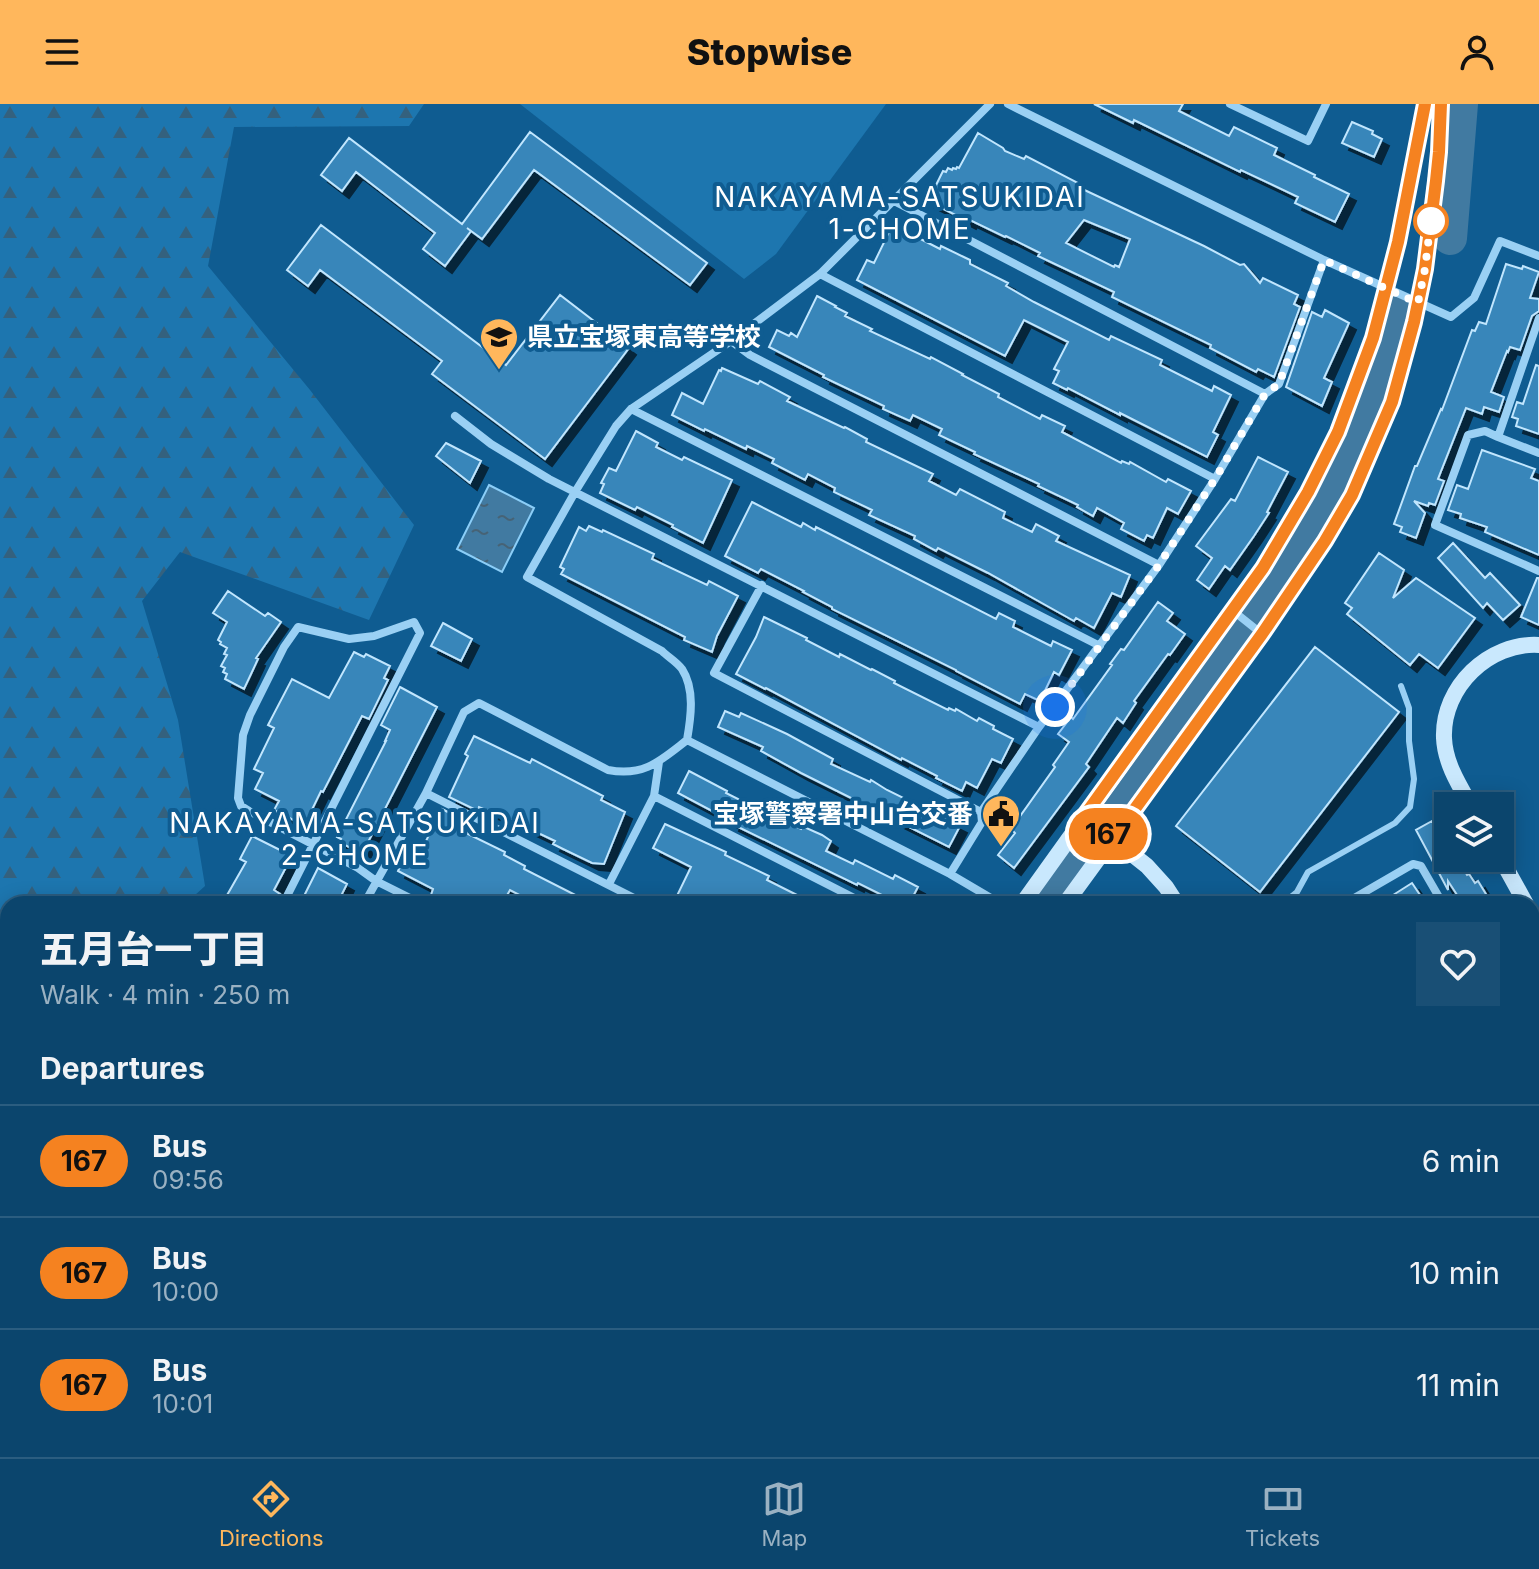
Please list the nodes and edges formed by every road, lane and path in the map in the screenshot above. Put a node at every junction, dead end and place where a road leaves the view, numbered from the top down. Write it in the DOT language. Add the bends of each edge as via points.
graph roads {
  1 [pos="990,104"];
  2 [pos="1008,104"];
  3 [pos="1230,104"];
  4 [pos="1326,104"];
  5 [pos="1425,104"];
  6 [pos="1441,104"];
  7 [pos="894,201"];
  8 [pos="1539,256"];
  9 [pos="1324,260"];
  10 [pos="820,274"];
  11 [pos="1385,288"];
  12 [pos="1418,303"];
  13 [pos="1539,318"];
  14 [pos="731,341"];
  15 [pos="1265,394"];
  16 [pos="631,409"];
  17 [pos="455,416"];
  18 [pos="1498,437"];
  19 [pos="1539,453"];
  20 [pos="1215,479"];
  21 [pos="575,492"];
  22 [pos="1159,565"];
  23 [pos="1539,571"];
  24 [pos="762,585"];
  25 [pos="1232,610"];
  26 [pos="1262,634"];
  27 [pos="1539,645"];
  28 [pos="1100,646"];
  29 [pos="1401,686"];
  30 [pos="1039,727"];
  31 [pos="687,740"];
  32 [pos="659,762"];
  33 [pos="1464,792"];
  34 [pos="426,793"];
  35 [pos="654,796"];
  36 [pos="981,812"];
  37 [pos="1088,817"];
  38 [pos="1110,836"];
  39 [pos="312,844"];
  40 [pos="1508,872"];
  41 [pos="950,874"];
  42 [pos="376,881"];
  43 [pos="609,884"];
  44 [pos="287,896"];
  45 [pos="368,896"];
  46 [pos="406,896"];
  47 [pos="631,896"];
  48 [pos="850,896"];
  49 [pos="987,896"];
  50 [pos="1028,896"];
  51 [pos="1070,896"];
  52 [pos="1172,896"];
  53 [pos="1292,896"];
  54 [pos="1358,896"];
  55 [pos="1438,896"];
  56 [pos="1522,896"];
  1 -- 7 [label="street"];
  2 -- 9 [label="street"];
  3 -- 4 [label="street" via="1308,141"];
  5 -- 11 [label="street"];
  6 -- 12 [label="street"];
  7 -- 10 [label="street"];
  7 -- 15 [label="street"];
  8 -- 12 [label="street" via="1500,241 1474,298 1451,317"];
  9 -- 11 [label="street"];
  9 -- 15 [label="street" via="1279,384"];
  10 -- 14 [label="street"];
  10 -- 20 [label="street"];
  11 -- 12 [label="street"];
  11 -- 25 [label="street" via="1373,338 1338,432 1301,505"];
  12 -- 26 [label="street" via="1392,402 1352,495"];
  13 -- 18 [label="street"];
  14 -- 16 [label="street"];
  14 -- 22 [label="street" via="764,363"];
  15 -- 20 [label="street"];
  16 -- 21 [label="street"];
  16 -- 28 [label="street"];
  17 -- 21 [label="street" via="491,444"];
  18 -- 19 [label="street"];
  18 -- 23 [label="street" via="1485,431 1468,435 1435,525"];
  20 -- 22 [label="street"];
  21 -- 24 [label="street"];
  21 -- 31 [label="street" via="527,577 662,651 681,668 690,695"];
  22 -- 28 [label="street"];
  24 -- 30 [label="street"];
  24 -- 36 [label="street" via="714,673"];
  25 -- 26 [label="street"];
  25 -- 37 [label="street"];
  26 -- 38 [label="street"];
  27 -- 33 [label="street" via="1490,658 1452,695 1444,738 1448,761"];
  28 -- 30 [label="street"];
  29 -- 53 [label="lane" via="1409,708 1414,779 1410,807 1395,823 1308,872"];
  30 -- 36 [label="street"];
  31 -- 32 [label="street"];
  31 -- 41 [label="street"];
  32 -- 34 [label="street" via="640,771 608,770 479,703 464,712"];
  32 -- 35 [label="street"];
  34 -- 42 [label="street"];
  34 -- 43 [label="street"];
  35 -- 43 [label="street"];
  35 -- 48 [label="street"];
  36 -- 41 [label="street" via="982,822"];
  37 -- 38 [label="street"];
  37 -- 50 [label="street"];
  38 -- 51 [label="street"];
  38 -- 52 [label="street" via="1147,866"];
  39 -- 39 [label="street" via="420,633 414,622 349,639 298,627 250,715 243,735 241,806"];
  39 -- 42 [label="street"];
  39 -- 44 [label="street"];
  40 -- 56 [label="street"];
  41 -- 49 [label="street"];
  42 -- 45 [label="street"];
  42 -- 46 [label="street"];
  43 -- 47 [label="street"];
  54 -- 55 [label="street" via="1413,864 1421,866"];
}
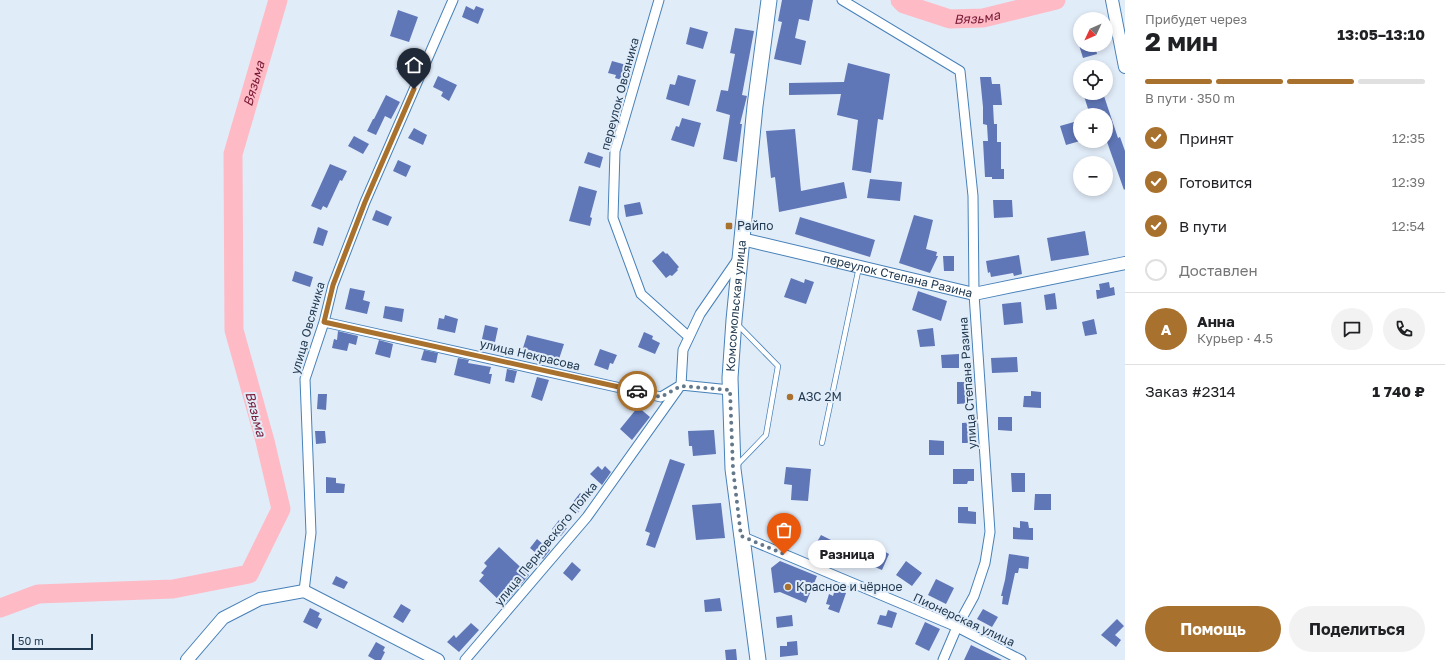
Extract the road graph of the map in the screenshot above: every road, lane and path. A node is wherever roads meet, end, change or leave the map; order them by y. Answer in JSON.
{"nodes":[{"id":1,"x":454,"y":0,"type":"edge"},
{"id":2,"x":659,"y":0,"type":"edge"},
{"id":3,"x":769,"y":0,"type":"edge"},
{"id":4,"x":842,"y":0,"type":"edge"},
{"id":5,"x":1113,"y":1,"type":"edge"},
{"id":6,"x":1120,"y":16,"type":"edge"},
{"id":7,"x":1125,"y":67,"type":"edge"},
{"id":8,"x":742,"y":239,"type":"junction"},
{"id":9,"x":741,"y":254,"type":"junction"},
{"id":10,"x":1125,"y":263,"type":"edge"},
{"id":11,"x":859,"y":267,"type":"junction"},
{"id":12,"x":974,"y":294,"type":"junction"},
{"id":13,"x":734,"y":320,"type":"junction"},
{"id":14,"x":324,"y":322,"type":"junction"},
{"id":15,"x":689,"y":337,"type":"junction"},
{"id":16,"x":681,"y":386,"type":"junction"},
{"id":17,"x":730,"y":390,"type":"junction"},
{"id":18,"x":822,"y":443,"type":"dead end"},
{"id":19,"x":733,"y":469,"type":"junction"},
{"id":20,"x":741,"y":536,"type":"junction"},
{"id":21,"x":304,"y":591,"type":"junction"},
{"id":22,"x":957,"y":627,"type":"junction"},
{"id":23,"x":187,"y":660,"type":"edge"},
{"id":24,"x":438,"y":660,"type":"edge"},
{"id":25,"x":465,"y":660,"type":"edge"},
{"id":26,"x":758,"y":660,"type":"edge"},
{"id":27,"x":942,"y":660,"type":"edge"},
{"id":28,"x":1021,"y":660,"type":"edge"}],
"edges":[{"from":1,"to":14,"type":"street","name":"улица Овсяника"},
{"from":2,"to":15,"type":"street","name":"переулок Овсяника"},
{"from":3,"to":8,"type":"main road","name":"Комсомольская улица"},
{"from":4,"to":12,"type":"street","name":"улица Степана Разина"},
{"from":5,"to":6,"type":"street"},
{"from":6,"to":7,"type":"street"},
{"from":8,"to":9,"type":"main road","name":"Комсомольская улица"},
{"from":8,"to":11,"type":"street","name":"переулок Степана Разина"},
{"from":9,"to":13,"type":"main road","name":"Комсомольская улица"},
{"from":9,"to":15,"type":"street"},
{"from":10,"to":12,"type":"street","name":"переулок Степана Разина"},
{"from":11,"to":12,"type":"street","name":"переулок Степана Разина"},
{"from":11,"to":18,"type":"lane"},
{"from":12,"to":22,"type":"street","name":"улица Степана Разина"},
{"from":13,"to":17,"type":"main road","name":"Комсомольская улица"},
{"from":13,"to":19,"type":"lane"},
{"from":14,"to":16,"type":"street","name":"улица Некрасова"},
{"from":14,"to":21,"type":"street","name":"улица Овсяника"},
{"from":15,"to":16,"type":"street"},
{"from":16,"to":17,"type":"street"},
{"from":16,"to":25,"type":"street","name":"улица Перновского Полка"},
{"from":17,"to":19,"type":"main road","name":"Комсомольская улица"},
{"from":19,"to":20,"type":"main road","name":"Комсомольская улица"},
{"from":20,"to":22,"type":"street","name":"Пионерская улица"},
{"from":20,"to":26,"type":"main road","name":"Комсомольская улица"},
{"from":21,"to":23,"type":"street"},
{"from":21,"to":24,"type":"street"},
{"from":22,"to":27,"type":"street","name":"улица Степана Разина"},
{"from":22,"to":28,"type":"street","name":"Пионерская улица"}]}
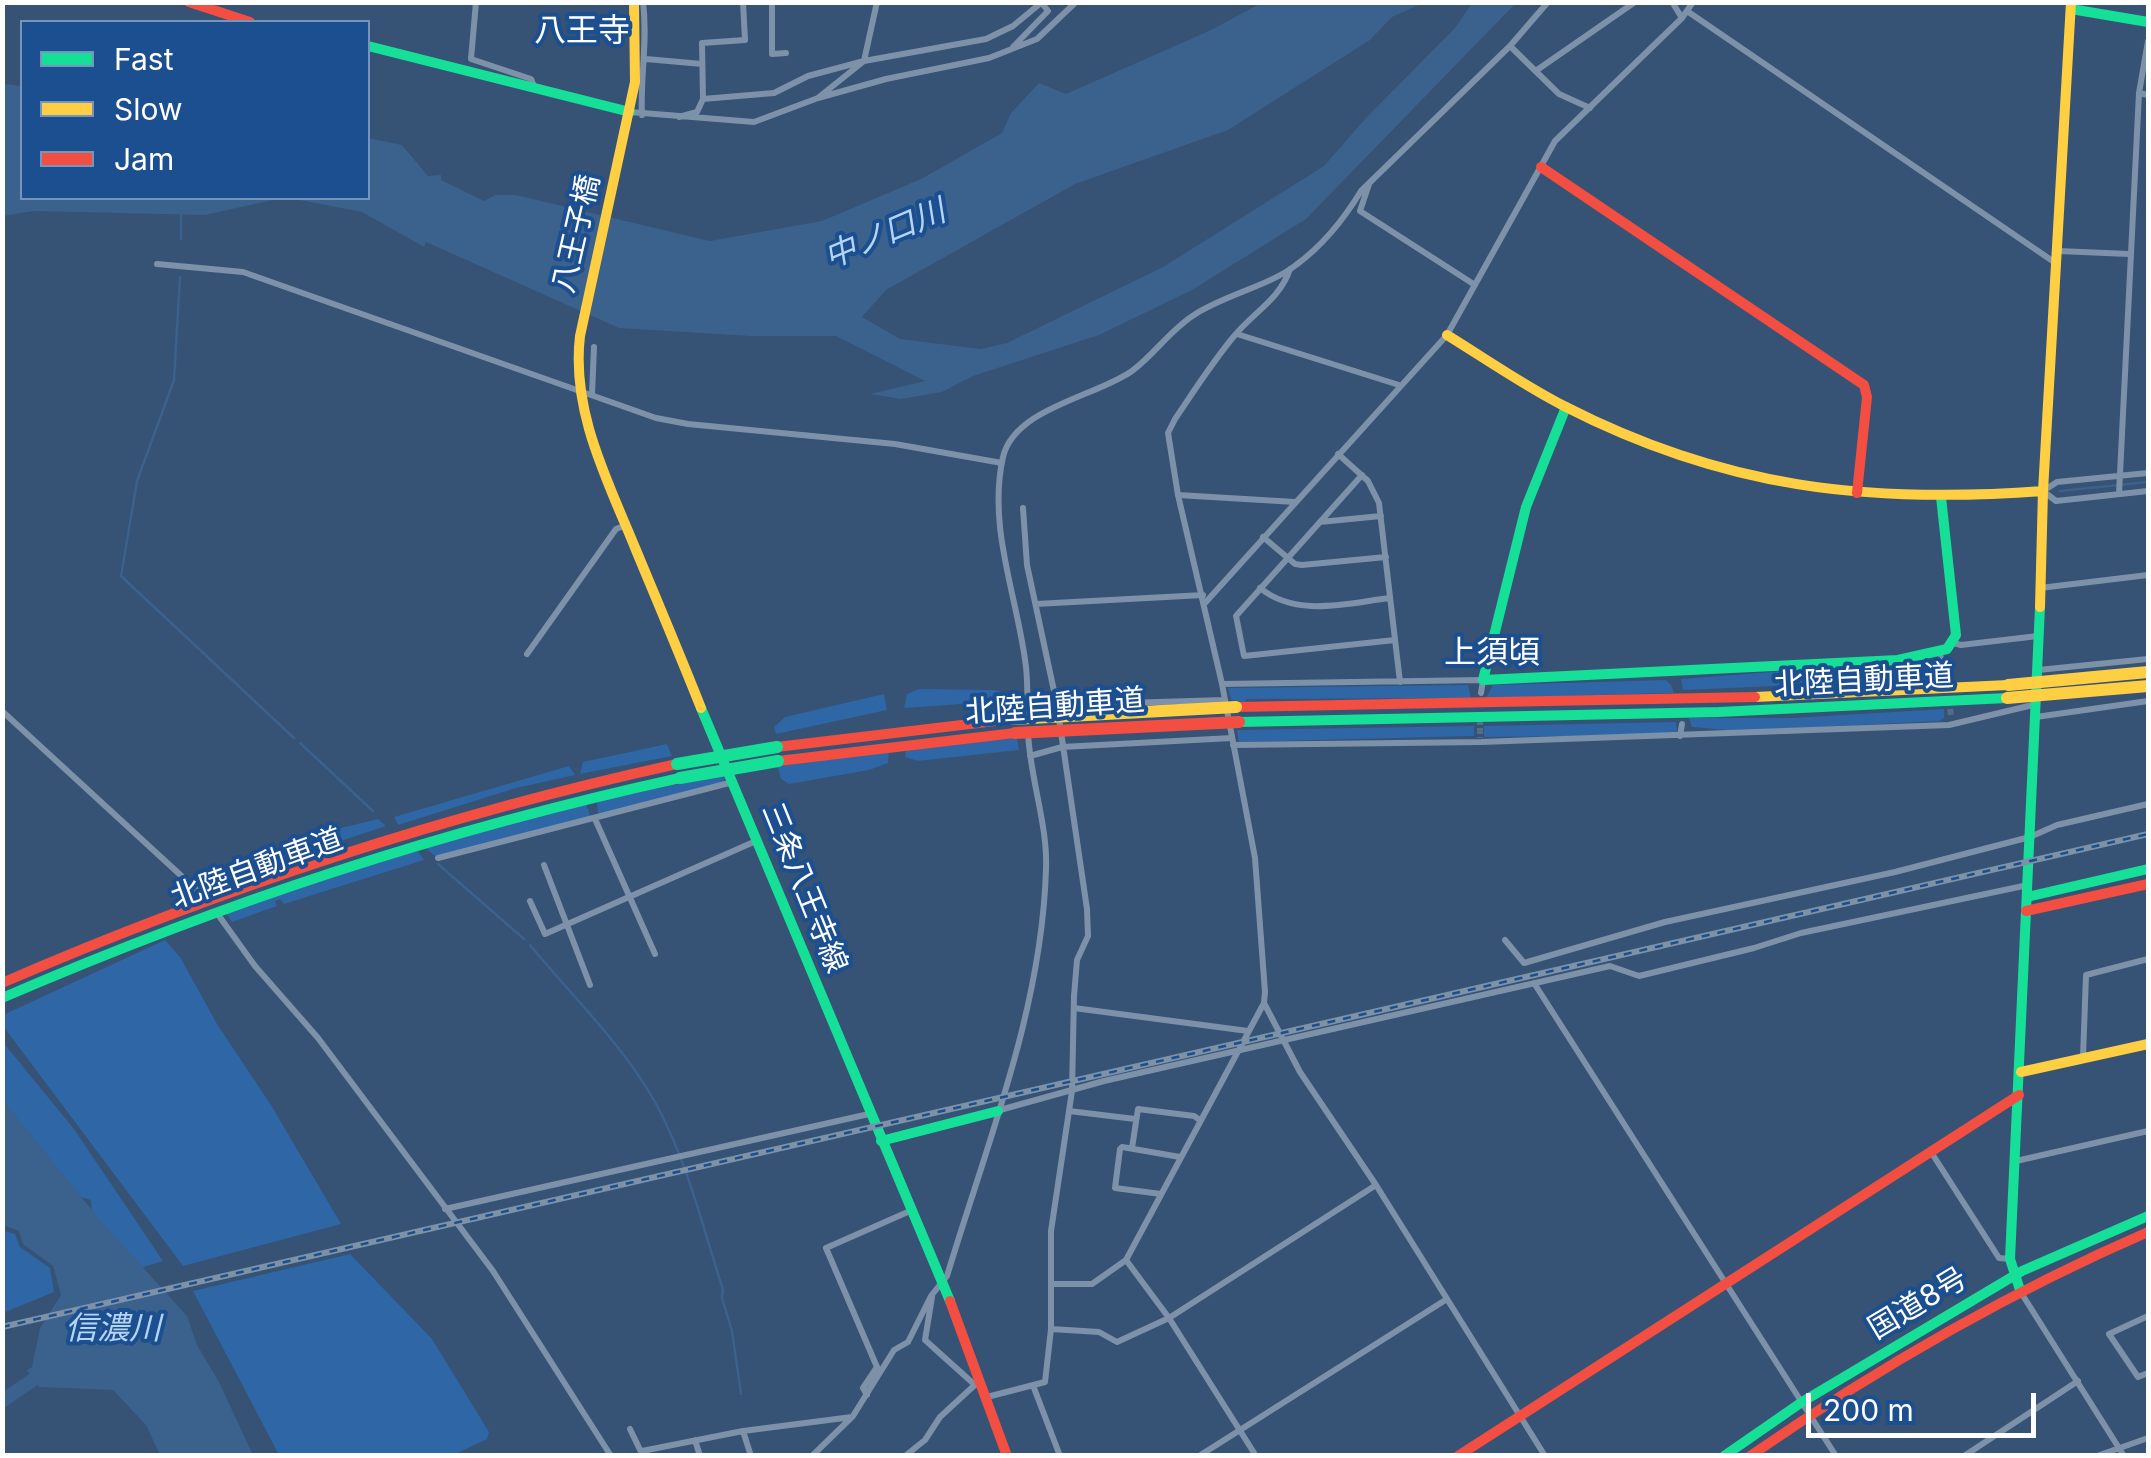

-*-*-

EXERCISE INSTRUCTIONS: Taking the listing above as a whole, count the lines that include the word "Овсяника" and report the figure only.

TASK RESULT: 3